Written by Ryan Charles Parker // Photo: Isabel Bolhuis
Things were different back then. It seems odd to use the phrase “back then” when it has only been a matter of months since the onset of the COVID-19 crisis, but it feels like forever. As we all know, the virus has brought on significant changes to our lives. And volunteering is no different. Many causes have had to put their work on hold, and this made it difficult to volunteer. Some programs, however, have been able to adapt and have carried on through these troubled times. The Adult Literacy Program, run by the Red Deer Public Library, is one such case.
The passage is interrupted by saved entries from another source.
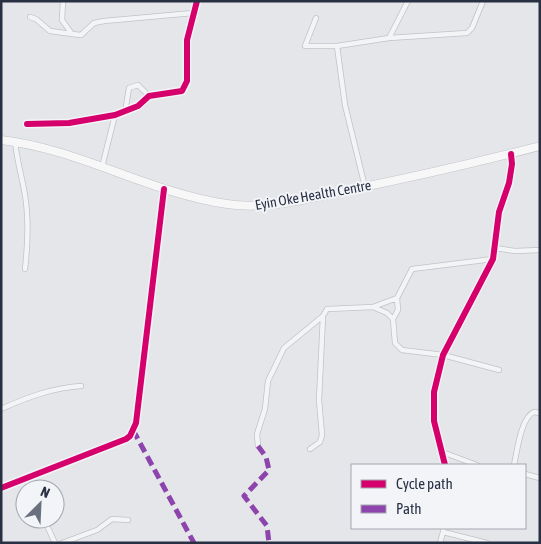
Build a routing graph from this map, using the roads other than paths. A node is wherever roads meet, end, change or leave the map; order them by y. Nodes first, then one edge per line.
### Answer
1 (63, 1) edge
2 (197, 1) edge
3 (408, 1) edge
4 (483, 1) edge
5 (193, 13) junction
6 (30, 17) dead end
7 (316, 18) dead end
8 (72, 34) junction
9 (389, 38) junction
10 (337, 46) junction
11 (149, 96) junction
12 (125, 112) junction
13 (115, 115) junction
14 (27, 124) dead end
15 (1, 140) edge
16 (15, 142) junction
17 (540, 146) edge
18 (511, 154) junction
19 (102, 167) junction
20 (364, 187) junction
21 (164, 189) junction
22 (495, 248) junction
23 (540, 250) edge
24 (493, 260) junction
25 (25, 268) dead end
26 (397, 298) junction
27 (373, 307) junction
28 (323, 316) junction
29 (393, 319) junction
30 (443, 355) junction
31 (499, 370) dead end
32 (81, 386) dead end
33 (1, 409) edge
34 (540, 413) edge
35 (258, 446) dead end
36 (310, 449) dead end
37 (442, 452) junction
38 (445, 464) edge
39 (474, 464) edge
40 (514, 464) edge
41 (526, 474) edge
42 (25, 478) joint
43 (540, 478) edge
44 (1, 488) edge
45 (128, 520) dead end
46 (49, 529) edge
47 (443, 530) edge
48 (55, 543) edge
49 (62, 543) edge
50 (440, 543) edge
51 (487, 543) edge

1 - 8 street
2 - 5 street
3 - 9 street
4 - 9 street
5 - 8 street
5 - 11 street
6 - 8 street
7 - 10 street
9 - 10 street
10 - 20 street
11 - 12 street
11 - 12 street
12 - 13 street
13 - 14 street
13 - 19 street
15 - 16 main road, Eyin Oke Health Centre
16 - 19 main road, Eyin Oke Health Centre
16 - 25 street
17 - 18 main road, Eyin Oke Health Centre
18 - 20 main road, Eyin Oke Health Centre
18 - 22 street
19 - 21 main road, Eyin Oke Health Centre
20 - 21 main road, Eyin Oke Health Centre
21 - 42 street
22 - 23 street
22 - 24 street
24 - 26 street
24 - 30 street
26 - 27 street
26 - 29 street
27 - 28 street
27 - 29 street
28 - 35 street
28 - 36 street
29 - 30 street
30 - 31 street
30 - 37 street
32 - 33 street
34 - 40 street
37 - 38 street
37 - 39 street
41 - 43 street
42 - 44 street
45 - 49 street
46 - 48 street
47 - 50 street
47 - 51 street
The Adult Literacy Program is a service that utilizes volunteer tutors to help English as a Second Language and Adult Basic Literary learners to learn or improve their English. Students can learn writing, reading, pronunciation and conversation. Isabel Bolhuis volunteers for the Adult Literacy Program. She described to me what it was like to volunteer as a tutor before the crisis hit:
“I met my learner once a week at the Dawe (Library branch). We would always start with a conversation; at the level of my student…I used a notebook to write what we were talking about as well as to write any words my learner was struggling to understand so that she would have a visual.”
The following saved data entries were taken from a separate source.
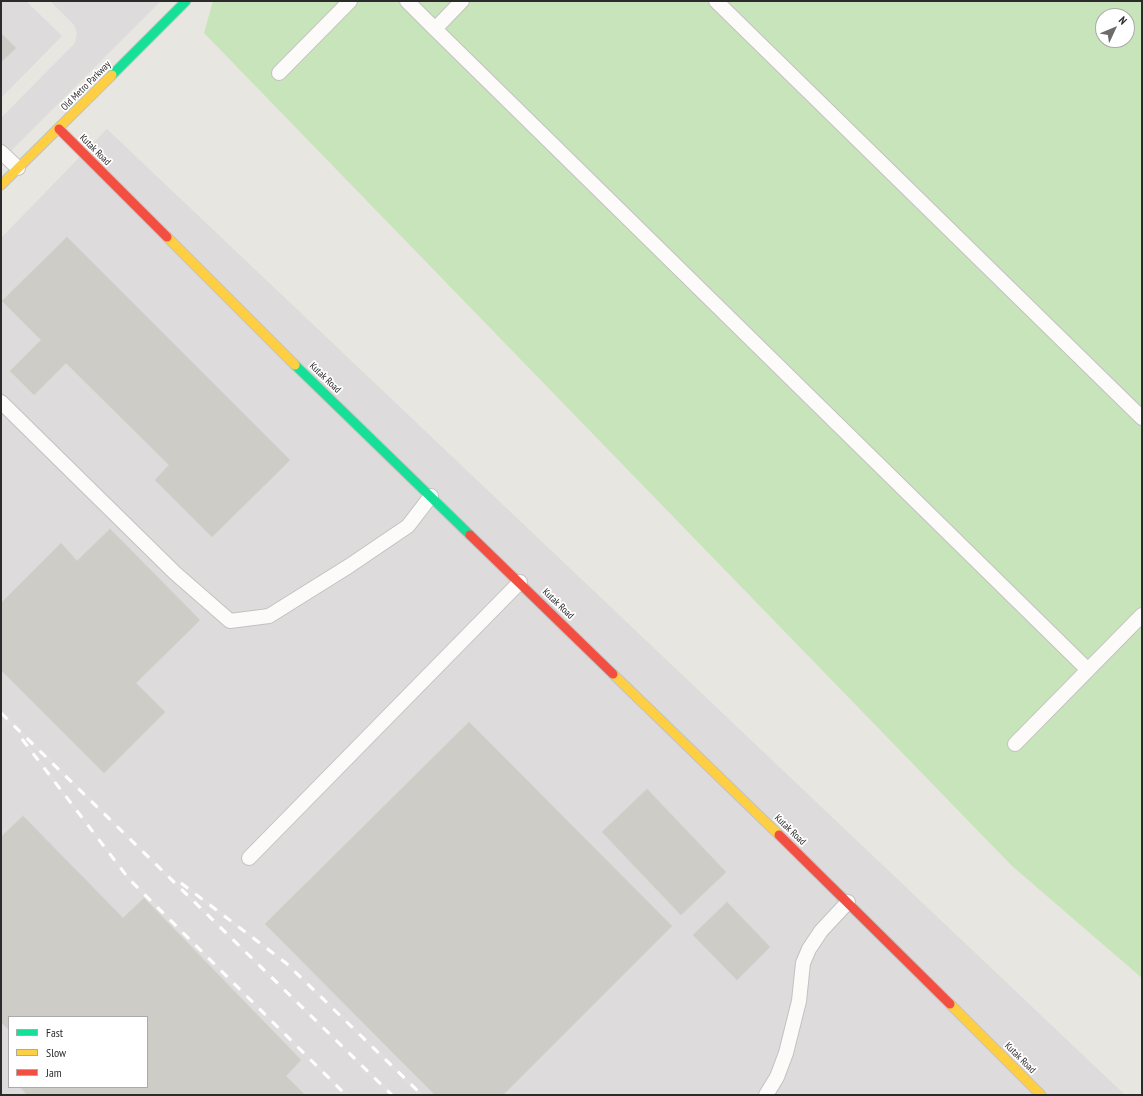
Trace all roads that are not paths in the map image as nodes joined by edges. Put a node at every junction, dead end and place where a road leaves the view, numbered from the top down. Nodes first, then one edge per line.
1 (186, 1) edge
2 (350, 1) edge
3 (407, 1) edge
4 (462, 1) edge
5 (716, 1) edge
6 (435, 29) junction
7 (279, 73) dead end
8 (59, 129) junction
9 (1, 152) edge
10 (18, 168) junction
11 (1, 185) edge
12 (1, 402) edge
13 (1142, 418) edge
14 (431, 496) junction
15 (520, 582) junction
16 (1142, 615) edge
17 (1088, 670) junction
18 (1015, 744) dead end
19 (248, 858) dead end
20 (848, 902) junction
21 (766, 1095) edge
22 (1041, 1095) edge

1 - 8 street, Old Metro Parkway
2 - 7 lane
3 - 6 lane
4 - 6 lane
5 - 13 lane
6 - 17 lane
8 - 10 street, Old Metro Parkway
8 - 14 street, Kutak Road
9 - 10 lane
10 - 11 street, Old Metro Parkway
12 - 14 lane
14 - 15 street, Kutak Road
15 - 19 lane
15 - 20 street, Kutak Road
16 - 17 lane
17 - 18 lane
20 - 21 lane
20 - 22 street, Kutak Road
Isabel also used other techniques such as using flashcards with one side a word and the other a picture, and word strips to read and match.
“I especially like to use activities that provide a lot of visual cues,” Isabel explained.
But then the pandemic hit, and this work with visuals became difficult. When you are cooped-up in your home and unable to meet with your student face to face, especially when so many of your techniques require you to be in person, it is difficult to tutor.
But Isabel took it in stride. She exchanged emails with her student after receiving an email from the Adult Literacy Program that both notified her that face-to-face learning was to be put on hold, and encouraged the volunteers to continue tutoring online.
New methods of teaching were used as Isabel had to tutor online. She began using internet programs to continue her volunteer work. She began communicating with her students by email. She used Google Docs, a collaborative word processing program that allows more than one person to write and edit. And she did her best to replace real face-to-face interaction by using Google Duo, a video chat program.
Isabel continues to look for new ways to enhance her ability to teach from home:
“I have attended a couple of webinars offered through the Adult Literacy program, which offered more ideas for teaching online. As a result, I have also used or offered to my learners: Typing Club, Quizliets, TED talks, Audible, Learning English with CBC, and West Coast Reader. There are several other websites I haven't used yet but might try at some point.”
Although she has done the best job she can in continuing with her volunteer work, Isabel acknowledges that it is not the same as meeting in person, where she can use hand gestures and other cues to help her student:
“It is not always easy to read facial cues online, and it is much harder to pick up on body language since you don't see the whole person.”
In spite of these difficulties, technology offers a way forward for Isabel in her tutoring, and she is doing a great job in utilizing computers to keep her students learning. Her hard work and commitment to learning new strategies makes sure her pupils continue to learn while they can’t be together.
It is a great tale of making the most of a bad situation.